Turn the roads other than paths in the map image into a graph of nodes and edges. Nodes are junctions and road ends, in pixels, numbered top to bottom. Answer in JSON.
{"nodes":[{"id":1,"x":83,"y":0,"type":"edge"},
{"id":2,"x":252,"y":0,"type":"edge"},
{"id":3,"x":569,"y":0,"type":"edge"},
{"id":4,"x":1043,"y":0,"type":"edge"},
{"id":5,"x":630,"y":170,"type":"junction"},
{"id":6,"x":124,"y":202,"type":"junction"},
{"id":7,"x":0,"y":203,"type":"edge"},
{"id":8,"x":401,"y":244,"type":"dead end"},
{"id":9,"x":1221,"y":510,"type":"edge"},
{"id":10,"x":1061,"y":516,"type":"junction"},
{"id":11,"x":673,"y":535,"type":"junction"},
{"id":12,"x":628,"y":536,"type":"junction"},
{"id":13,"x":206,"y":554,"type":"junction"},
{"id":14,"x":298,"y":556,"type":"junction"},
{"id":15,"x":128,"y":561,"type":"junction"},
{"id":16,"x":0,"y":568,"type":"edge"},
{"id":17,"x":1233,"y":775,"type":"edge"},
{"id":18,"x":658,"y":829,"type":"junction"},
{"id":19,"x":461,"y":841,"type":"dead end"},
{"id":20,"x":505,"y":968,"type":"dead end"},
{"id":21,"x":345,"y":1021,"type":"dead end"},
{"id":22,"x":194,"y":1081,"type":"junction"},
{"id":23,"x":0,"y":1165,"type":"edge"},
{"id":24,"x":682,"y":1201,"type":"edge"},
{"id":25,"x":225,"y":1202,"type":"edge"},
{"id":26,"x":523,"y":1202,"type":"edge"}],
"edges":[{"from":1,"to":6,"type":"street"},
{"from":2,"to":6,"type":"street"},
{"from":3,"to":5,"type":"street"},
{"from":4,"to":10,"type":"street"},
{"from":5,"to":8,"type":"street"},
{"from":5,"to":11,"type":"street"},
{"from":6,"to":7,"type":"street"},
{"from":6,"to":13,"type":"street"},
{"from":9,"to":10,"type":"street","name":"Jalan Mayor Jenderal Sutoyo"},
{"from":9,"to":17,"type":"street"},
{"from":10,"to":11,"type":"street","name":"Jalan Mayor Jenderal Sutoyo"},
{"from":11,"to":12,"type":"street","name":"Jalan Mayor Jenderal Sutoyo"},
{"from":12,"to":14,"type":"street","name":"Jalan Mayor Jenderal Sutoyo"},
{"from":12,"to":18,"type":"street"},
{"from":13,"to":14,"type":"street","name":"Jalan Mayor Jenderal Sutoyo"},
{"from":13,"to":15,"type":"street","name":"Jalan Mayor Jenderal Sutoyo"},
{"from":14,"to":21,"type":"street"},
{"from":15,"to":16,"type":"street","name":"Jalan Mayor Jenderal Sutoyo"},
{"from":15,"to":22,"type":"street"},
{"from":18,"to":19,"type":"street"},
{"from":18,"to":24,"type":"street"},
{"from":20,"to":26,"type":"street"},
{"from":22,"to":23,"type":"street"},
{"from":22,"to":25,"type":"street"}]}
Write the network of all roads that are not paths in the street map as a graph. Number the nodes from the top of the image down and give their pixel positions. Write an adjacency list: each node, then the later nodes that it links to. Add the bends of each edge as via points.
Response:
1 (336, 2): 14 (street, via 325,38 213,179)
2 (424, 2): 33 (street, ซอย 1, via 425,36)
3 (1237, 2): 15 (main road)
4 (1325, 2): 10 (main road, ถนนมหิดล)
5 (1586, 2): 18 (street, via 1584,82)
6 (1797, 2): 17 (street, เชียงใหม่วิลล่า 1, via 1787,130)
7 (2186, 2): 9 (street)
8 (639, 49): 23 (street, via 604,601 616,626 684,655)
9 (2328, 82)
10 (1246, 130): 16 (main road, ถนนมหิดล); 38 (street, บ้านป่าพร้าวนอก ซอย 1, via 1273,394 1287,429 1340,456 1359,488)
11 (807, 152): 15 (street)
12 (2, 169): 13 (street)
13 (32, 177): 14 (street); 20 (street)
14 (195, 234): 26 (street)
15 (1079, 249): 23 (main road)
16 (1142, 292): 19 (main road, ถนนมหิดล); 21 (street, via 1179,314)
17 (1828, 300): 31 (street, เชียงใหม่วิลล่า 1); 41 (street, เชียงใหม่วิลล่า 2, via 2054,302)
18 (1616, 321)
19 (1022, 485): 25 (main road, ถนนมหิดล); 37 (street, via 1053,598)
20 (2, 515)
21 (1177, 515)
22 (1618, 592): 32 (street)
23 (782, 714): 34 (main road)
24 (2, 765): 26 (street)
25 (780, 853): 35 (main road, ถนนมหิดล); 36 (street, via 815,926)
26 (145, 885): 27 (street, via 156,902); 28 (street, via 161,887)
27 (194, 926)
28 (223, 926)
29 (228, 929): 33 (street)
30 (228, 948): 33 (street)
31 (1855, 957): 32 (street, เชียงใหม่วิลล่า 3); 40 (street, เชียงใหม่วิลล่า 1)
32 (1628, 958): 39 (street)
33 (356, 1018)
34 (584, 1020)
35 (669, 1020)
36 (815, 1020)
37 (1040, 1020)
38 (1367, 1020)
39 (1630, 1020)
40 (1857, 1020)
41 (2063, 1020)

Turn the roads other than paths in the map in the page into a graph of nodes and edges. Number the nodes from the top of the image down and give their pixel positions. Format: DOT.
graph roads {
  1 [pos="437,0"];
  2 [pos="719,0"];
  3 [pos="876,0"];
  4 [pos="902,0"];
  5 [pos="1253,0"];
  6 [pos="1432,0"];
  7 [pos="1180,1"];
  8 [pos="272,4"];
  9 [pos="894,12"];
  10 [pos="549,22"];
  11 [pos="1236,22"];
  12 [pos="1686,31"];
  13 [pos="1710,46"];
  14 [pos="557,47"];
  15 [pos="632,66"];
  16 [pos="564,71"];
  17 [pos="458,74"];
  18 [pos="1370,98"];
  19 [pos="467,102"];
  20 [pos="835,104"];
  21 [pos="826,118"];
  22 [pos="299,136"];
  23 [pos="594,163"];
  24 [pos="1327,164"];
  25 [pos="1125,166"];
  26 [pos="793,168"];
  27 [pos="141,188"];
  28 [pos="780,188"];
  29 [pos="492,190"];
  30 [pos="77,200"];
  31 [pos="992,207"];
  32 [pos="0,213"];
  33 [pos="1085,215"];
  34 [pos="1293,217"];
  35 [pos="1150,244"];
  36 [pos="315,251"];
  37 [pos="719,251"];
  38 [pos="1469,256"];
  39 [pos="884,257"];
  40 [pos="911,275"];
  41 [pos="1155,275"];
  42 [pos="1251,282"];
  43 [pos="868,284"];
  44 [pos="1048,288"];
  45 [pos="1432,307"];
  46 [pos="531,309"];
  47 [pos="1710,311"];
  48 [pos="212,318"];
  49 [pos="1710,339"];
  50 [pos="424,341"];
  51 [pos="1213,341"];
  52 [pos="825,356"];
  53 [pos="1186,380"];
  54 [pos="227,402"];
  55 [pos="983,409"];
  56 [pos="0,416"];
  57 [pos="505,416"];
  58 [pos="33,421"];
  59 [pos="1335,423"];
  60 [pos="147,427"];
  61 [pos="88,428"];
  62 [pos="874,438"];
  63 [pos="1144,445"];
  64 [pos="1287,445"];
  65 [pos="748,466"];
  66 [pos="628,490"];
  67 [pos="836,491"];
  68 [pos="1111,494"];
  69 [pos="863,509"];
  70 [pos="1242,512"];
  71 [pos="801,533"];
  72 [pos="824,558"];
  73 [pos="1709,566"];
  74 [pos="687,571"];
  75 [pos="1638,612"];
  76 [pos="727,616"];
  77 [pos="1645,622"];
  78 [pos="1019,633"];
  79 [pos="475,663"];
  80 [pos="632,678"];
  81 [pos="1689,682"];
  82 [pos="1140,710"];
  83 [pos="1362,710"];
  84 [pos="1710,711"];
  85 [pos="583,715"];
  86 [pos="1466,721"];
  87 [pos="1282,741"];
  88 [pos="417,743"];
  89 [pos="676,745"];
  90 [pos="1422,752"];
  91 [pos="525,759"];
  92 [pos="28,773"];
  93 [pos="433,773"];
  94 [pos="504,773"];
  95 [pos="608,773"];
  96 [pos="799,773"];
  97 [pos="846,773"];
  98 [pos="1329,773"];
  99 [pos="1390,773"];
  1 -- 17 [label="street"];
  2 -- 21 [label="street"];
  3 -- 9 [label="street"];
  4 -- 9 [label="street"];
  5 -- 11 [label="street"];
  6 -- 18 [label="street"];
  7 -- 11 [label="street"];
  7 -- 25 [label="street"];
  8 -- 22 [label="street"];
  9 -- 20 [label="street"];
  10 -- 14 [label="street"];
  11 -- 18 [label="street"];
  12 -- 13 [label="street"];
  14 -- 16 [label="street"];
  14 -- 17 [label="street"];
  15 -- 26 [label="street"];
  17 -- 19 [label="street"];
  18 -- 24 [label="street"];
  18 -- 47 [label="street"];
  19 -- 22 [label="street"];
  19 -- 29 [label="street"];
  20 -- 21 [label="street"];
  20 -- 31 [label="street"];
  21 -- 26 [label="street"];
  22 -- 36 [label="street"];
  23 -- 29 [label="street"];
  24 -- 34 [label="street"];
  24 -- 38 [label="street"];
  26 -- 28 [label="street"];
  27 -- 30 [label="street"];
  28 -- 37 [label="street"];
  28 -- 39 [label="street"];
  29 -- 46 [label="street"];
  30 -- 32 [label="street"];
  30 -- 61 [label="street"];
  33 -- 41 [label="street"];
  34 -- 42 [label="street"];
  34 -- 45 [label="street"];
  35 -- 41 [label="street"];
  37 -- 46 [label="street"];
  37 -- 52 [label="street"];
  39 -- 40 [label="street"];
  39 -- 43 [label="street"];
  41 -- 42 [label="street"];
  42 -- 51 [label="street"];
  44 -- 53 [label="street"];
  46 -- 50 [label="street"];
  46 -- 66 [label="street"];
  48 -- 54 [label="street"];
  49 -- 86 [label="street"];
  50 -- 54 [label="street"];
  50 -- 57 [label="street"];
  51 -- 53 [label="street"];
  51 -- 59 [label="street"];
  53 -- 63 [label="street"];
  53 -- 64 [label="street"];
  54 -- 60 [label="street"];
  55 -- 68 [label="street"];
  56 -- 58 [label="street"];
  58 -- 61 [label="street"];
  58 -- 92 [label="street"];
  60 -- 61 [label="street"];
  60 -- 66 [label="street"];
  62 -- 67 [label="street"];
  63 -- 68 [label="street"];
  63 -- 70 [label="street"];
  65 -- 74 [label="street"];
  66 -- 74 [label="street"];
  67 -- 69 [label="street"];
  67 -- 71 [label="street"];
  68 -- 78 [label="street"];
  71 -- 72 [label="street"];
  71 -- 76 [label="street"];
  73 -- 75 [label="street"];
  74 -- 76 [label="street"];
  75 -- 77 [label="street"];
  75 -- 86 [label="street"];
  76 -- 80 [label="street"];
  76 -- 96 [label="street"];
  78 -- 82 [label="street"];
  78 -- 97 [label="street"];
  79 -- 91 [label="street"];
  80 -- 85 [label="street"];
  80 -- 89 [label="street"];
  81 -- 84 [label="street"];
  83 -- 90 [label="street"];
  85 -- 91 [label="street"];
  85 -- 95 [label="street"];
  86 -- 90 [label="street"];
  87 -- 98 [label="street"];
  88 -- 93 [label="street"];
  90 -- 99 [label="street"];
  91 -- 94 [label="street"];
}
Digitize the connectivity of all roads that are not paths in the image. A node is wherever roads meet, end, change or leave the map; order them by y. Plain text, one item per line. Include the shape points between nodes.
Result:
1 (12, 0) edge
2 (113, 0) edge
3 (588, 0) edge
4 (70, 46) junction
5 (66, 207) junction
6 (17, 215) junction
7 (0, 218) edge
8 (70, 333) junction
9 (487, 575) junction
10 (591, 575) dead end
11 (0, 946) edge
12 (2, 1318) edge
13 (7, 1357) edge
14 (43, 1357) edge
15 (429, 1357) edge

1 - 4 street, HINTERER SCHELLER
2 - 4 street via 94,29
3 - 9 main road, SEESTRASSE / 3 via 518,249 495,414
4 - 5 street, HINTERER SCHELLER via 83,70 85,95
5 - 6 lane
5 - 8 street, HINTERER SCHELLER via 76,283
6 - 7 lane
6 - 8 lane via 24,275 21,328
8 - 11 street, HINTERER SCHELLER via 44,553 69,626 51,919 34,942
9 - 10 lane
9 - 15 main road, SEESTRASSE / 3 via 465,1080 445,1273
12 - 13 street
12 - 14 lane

EXERCISE: At the line containing "Digitize the connectivity", start transcribing exactly, and continue through the last line of the listing. Stop there and add nothing.

OUTPUT BELOW:
Digitize the connectivity of all roads that are not paths in the image. A node is wherever roads meet, end, change or leave the map; order them by y. Plain text, one item per line. Include the shape points between nodes.
Result:
1 (12, 0) edge
2 (113, 0) edge
3 (588, 0) edge
4 (70, 46) junction
5 (66, 207) junction
6 (17, 215) junction
7 (0, 218) edge
8 (70, 333) junction
9 (487, 575) junction
10 (591, 575) dead end
11 (0, 946) edge
12 (2, 1318) edge
13 (7, 1357) edge
14 (43, 1357) edge
15 (429, 1357) edge

1 - 4 street, HINTERER SCHELLER
2 - 4 street via 94,29
3 - 9 main road, SEESTRASSE / 3 via 518,249 495,414
4 - 5 street, HINTERER SCHELLER via 83,70 85,95
5 - 6 lane
5 - 8 street, HINTERER SCHELLER via 76,283
6 - 7 lane
6 - 8 lane via 24,275 21,328
8 - 11 street, HINTERER SCHELLER via 44,553 69,626 51,919 34,942
9 - 10 lane
9 - 15 main road, SEESTRASSE / 3 via 465,1080 445,1273
12 - 13 street
12 - 14 lane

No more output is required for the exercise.